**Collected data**

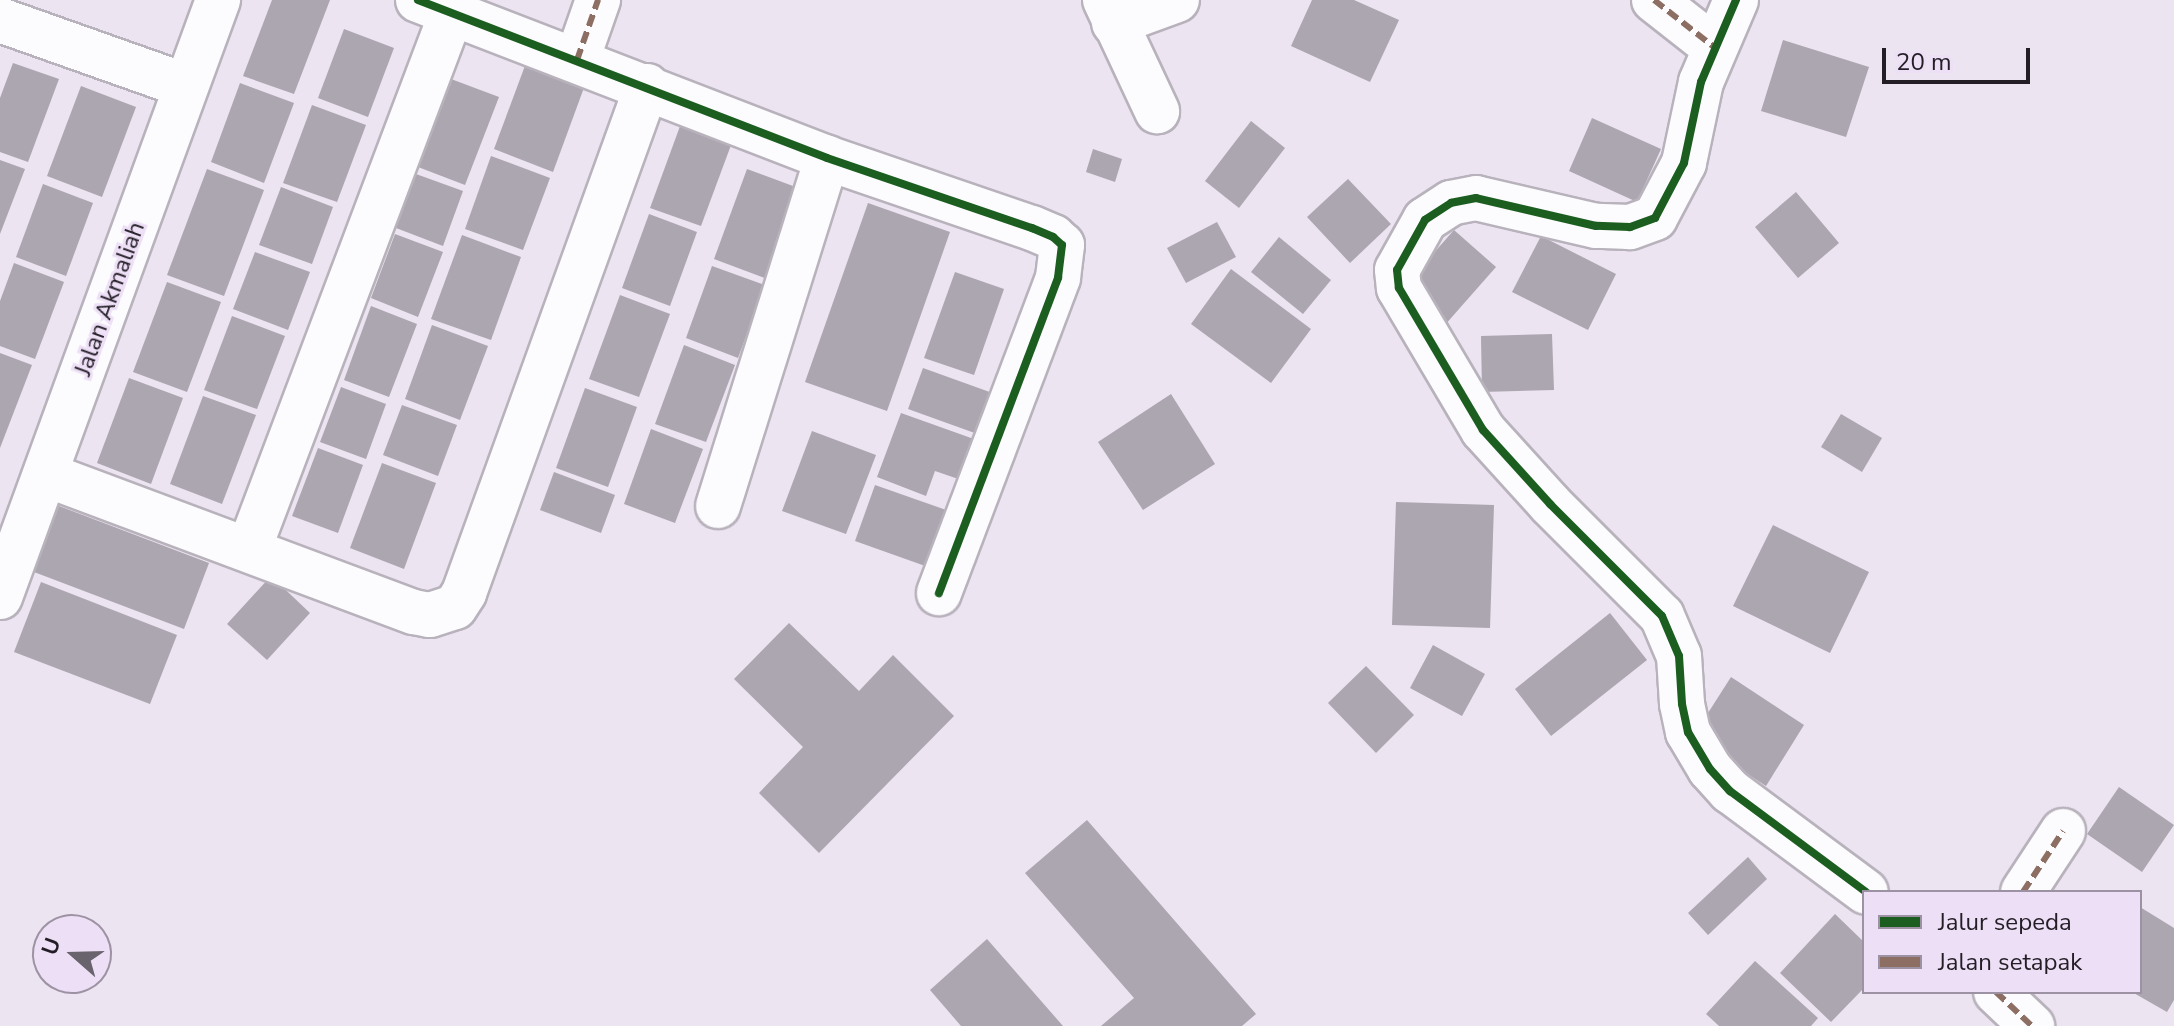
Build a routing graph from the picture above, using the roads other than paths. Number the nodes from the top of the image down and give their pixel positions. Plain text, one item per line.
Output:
1 (218, 0) edge
2 (598, 0) edge
3 (1177, 0) edge
4 (1654, 0) edge
5 (1736, 0) edge
6 (435, 6) edge
7 (1110, 12) edge
8 (0, 20) edge
9 (1714, 47) junction
10 (577, 60) junction
11 (186, 86) junction
12 (647, 86) junction
13 (1157, 111) dead end
14 (827, 158) junction
15 (47, 475) junction
16 (718, 506) dead end
17 (249, 549) junction
18 (939, 593) dead end
19 (0, 597) edge
20 (2063, 831) dead end
21 (1863, 890) edge
22 (2024, 890) edge
23 (1998, 994) edge
24 (2032, 1026) edge

1 - 11 street, Jalan Akmaliah
2 - 10 street
3 - 7 street
4 - 9 street
5 - 9 street
6 - 10 street
6 - 17 street
7 - 13 street
8 - 11 street
9 - 21 street
10 - 12 street
11 - 15 street, Jalan Akmaliah
12 - 14 street
12 - 17 street
14 - 16 street
14 - 18 street
15 - 17 street
15 - 19 street, Jalan Akmaliah
20 - 22 street
23 - 24 street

**Work order**
The answer should be the records above, unchanged, with the pictures omitted.

**Response area**
Build a routing graph from the picture above, using the roads other than paths. Number the nodes from the top of the image down and give their pixel positions. Plain text, one item per line.
Output:
1 (218, 0) edge
2 (598, 0) edge
3 (1177, 0) edge
4 (1654, 0) edge
5 (1736, 0) edge
6 (435, 6) edge
7 (1110, 12) edge
8 (0, 20) edge
9 (1714, 47) junction
10 (577, 60) junction
11 (186, 86) junction
12 (647, 86) junction
13 (1157, 111) dead end
14 (827, 158) junction
15 (47, 475) junction
16 (718, 506) dead end
17 (249, 549) junction
18 (939, 593) dead end
19 (0, 597) edge
20 (2063, 831) dead end
21 (1863, 890) edge
22 (2024, 890) edge
23 (1998, 994) edge
24 (2032, 1026) edge

1 - 11 street, Jalan Akmaliah
2 - 10 street
3 - 7 street
4 - 9 street
5 - 9 street
6 - 10 street
6 - 17 street
7 - 13 street
8 - 11 street
9 - 21 street
10 - 12 street
11 - 15 street, Jalan Akmaliah
12 - 14 street
12 - 17 street
14 - 16 street
14 - 18 street
15 - 17 street
15 - 19 street, Jalan Akmaliah
20 - 22 street
23 - 24 street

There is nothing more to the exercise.